Mr. Marchionne’s observations were echoed by other attendees at the conference sponsored by the Center for Automotive Research, an industry research group, including environmentalists who locked horns with Detroit over fuel-economy in the past.

“It’s become really hard for the companies to say they can’t achieve these higher standards,” said Dan Becker, director of the Safe Climate Campaign, a group working to mitigate global warming. “I endorse Marchionne’s truth-telling. These new guys get it.”

Even the United Auto Workers union has shifted course and backed the new fuel rules, rather than bemoaning the potential job losses resulting from government mandates.

Bob King, who was elected the union’s president last year, said the U.A.W. was an “ally with environmentalists” and that he expected higher mileage rules to create new jobs in Detroit’s factories.

“They recognize that if you are adding technology to these vehicles, it should be their members who are doing it,” said Mr. Becker.

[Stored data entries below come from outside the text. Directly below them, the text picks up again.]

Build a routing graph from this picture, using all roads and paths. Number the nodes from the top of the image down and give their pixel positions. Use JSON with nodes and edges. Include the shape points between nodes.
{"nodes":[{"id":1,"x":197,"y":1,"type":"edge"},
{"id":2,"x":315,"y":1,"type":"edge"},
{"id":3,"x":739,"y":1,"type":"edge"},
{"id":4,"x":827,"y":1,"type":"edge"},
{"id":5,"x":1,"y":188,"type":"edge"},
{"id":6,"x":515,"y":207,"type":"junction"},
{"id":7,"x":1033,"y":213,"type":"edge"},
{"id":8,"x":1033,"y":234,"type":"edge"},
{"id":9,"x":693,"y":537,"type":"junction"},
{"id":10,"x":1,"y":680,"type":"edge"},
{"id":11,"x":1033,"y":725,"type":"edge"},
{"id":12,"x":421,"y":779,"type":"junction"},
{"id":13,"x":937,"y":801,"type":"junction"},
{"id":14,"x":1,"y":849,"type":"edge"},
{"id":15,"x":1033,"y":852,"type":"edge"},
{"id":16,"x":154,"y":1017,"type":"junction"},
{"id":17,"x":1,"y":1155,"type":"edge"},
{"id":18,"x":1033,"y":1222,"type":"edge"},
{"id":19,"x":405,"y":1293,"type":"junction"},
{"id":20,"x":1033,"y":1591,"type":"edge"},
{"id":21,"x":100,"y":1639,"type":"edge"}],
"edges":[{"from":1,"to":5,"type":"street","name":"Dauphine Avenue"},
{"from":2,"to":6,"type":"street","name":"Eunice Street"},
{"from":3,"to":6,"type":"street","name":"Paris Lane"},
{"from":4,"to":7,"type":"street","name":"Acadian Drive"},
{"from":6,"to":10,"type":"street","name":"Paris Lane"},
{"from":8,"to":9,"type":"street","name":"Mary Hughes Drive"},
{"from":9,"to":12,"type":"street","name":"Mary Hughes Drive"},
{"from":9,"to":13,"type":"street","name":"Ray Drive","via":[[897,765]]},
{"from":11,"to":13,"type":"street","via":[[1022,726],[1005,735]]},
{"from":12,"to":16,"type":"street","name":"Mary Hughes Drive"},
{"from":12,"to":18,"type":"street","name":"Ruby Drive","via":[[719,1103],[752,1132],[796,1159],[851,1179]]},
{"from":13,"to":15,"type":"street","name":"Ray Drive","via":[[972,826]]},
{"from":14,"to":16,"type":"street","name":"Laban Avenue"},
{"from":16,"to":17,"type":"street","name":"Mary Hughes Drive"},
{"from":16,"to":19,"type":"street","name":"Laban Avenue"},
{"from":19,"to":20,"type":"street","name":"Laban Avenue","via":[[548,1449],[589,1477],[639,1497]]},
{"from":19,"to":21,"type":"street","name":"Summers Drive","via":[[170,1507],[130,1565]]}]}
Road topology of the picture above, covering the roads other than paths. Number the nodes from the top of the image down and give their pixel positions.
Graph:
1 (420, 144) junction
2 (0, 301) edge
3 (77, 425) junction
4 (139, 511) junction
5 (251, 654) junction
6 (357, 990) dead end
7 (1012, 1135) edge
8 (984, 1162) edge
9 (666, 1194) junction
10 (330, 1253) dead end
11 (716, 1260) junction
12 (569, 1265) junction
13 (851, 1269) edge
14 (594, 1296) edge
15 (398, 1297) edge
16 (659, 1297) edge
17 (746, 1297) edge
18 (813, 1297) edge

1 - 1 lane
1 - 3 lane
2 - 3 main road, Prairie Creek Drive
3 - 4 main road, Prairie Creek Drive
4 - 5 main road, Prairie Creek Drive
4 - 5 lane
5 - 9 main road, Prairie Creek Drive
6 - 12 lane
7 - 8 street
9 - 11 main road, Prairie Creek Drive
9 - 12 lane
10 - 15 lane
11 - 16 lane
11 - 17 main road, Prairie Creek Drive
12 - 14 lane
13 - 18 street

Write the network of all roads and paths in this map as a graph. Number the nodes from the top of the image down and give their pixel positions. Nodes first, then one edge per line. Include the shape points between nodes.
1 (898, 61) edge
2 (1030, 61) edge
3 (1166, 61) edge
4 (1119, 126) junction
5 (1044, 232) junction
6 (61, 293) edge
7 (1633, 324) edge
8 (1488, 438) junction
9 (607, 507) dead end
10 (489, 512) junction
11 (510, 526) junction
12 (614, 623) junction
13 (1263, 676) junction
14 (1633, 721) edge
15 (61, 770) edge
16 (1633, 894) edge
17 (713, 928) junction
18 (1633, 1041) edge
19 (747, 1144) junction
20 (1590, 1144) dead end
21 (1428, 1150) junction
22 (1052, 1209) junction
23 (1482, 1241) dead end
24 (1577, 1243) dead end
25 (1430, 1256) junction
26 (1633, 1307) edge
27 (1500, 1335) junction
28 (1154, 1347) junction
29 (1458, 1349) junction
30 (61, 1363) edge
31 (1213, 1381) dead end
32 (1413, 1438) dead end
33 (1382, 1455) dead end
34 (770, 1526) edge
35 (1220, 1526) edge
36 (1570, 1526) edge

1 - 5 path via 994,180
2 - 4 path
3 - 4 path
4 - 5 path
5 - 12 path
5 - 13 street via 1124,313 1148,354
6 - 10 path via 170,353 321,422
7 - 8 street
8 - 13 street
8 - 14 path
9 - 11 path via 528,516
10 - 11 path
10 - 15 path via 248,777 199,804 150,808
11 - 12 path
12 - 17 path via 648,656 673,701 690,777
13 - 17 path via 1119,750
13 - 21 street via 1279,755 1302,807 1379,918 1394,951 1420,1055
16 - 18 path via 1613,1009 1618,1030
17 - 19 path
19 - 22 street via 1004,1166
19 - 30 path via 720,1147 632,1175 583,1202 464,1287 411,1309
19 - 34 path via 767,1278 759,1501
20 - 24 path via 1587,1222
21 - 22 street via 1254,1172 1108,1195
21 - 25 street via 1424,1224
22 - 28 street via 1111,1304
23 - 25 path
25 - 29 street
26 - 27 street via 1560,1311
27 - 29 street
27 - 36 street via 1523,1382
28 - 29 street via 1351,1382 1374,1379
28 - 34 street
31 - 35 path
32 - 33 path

Still, not everyone in Detroit is as embracing of the new fuel rules, which require automakers to improve the efficiency of their cars by 5 percent annually from 2017 to 2025, and trucks by 3.5 percent each year for the first four years of the cycle, then 5 percent annually for the remainder.

“I personally saw it as political engineering,” said Sean McAlinden, the Center for Automotive Research’s chief economist. He said that government agencies were setting fuel targets based on a “mass of extrapolated exaggerations” about the gains that new technology could achieve.

But Mr. Marchionne was more in step with the overall sentiment that car companies need to embrace the new standards instead of criticize them.

“Anybody who surrenders 14 years before the date ought not to be in business,” he said, referring to the 2025 deadline for the new standards.

He said the government regulations could work if they were “technology neutral” and not weighted toward developing electric cars or vehicles powered by hydrogen fuel-cells. The new regulations are expected to offer credits for low-emission technologies, but the precise regulations are still being drafted by the government.

Instead, Mr. Marchionne advocated continued, incremental improvements in the internal combustion engine, including the size of engines and improving transmissions.

He cited the mileage improvements made on Chrysler’s new 300 full-size sedan. That sedan has a smaller V-6 engine than earlier models and a new eight-speed transmission, and its mileage has improved from 27 miles a gallon to 31 miles a gallon in the 2012 model, he said.

“The power-train guys are an incredible pool of talent,” he said. “Let them do their jobs.”

That view was shared by G.M. executive Charlie Klein, who leads a team of engineers responsible for meeting the new fuel-efficiency rules.

Mr. Klein said in a presentation that G.M. was stepping up work on existing technologies, including direct-injection engines, improved aerodynamic designs, and fuel management systems like engines that shut down when stopped and reactivate when the driver presses the accelerator.

Improving fuel economy is, he said, an open-ended quest that was hardly worth fighting over anymore. “It’s here to stay,” he said. “We might as well get used to it.”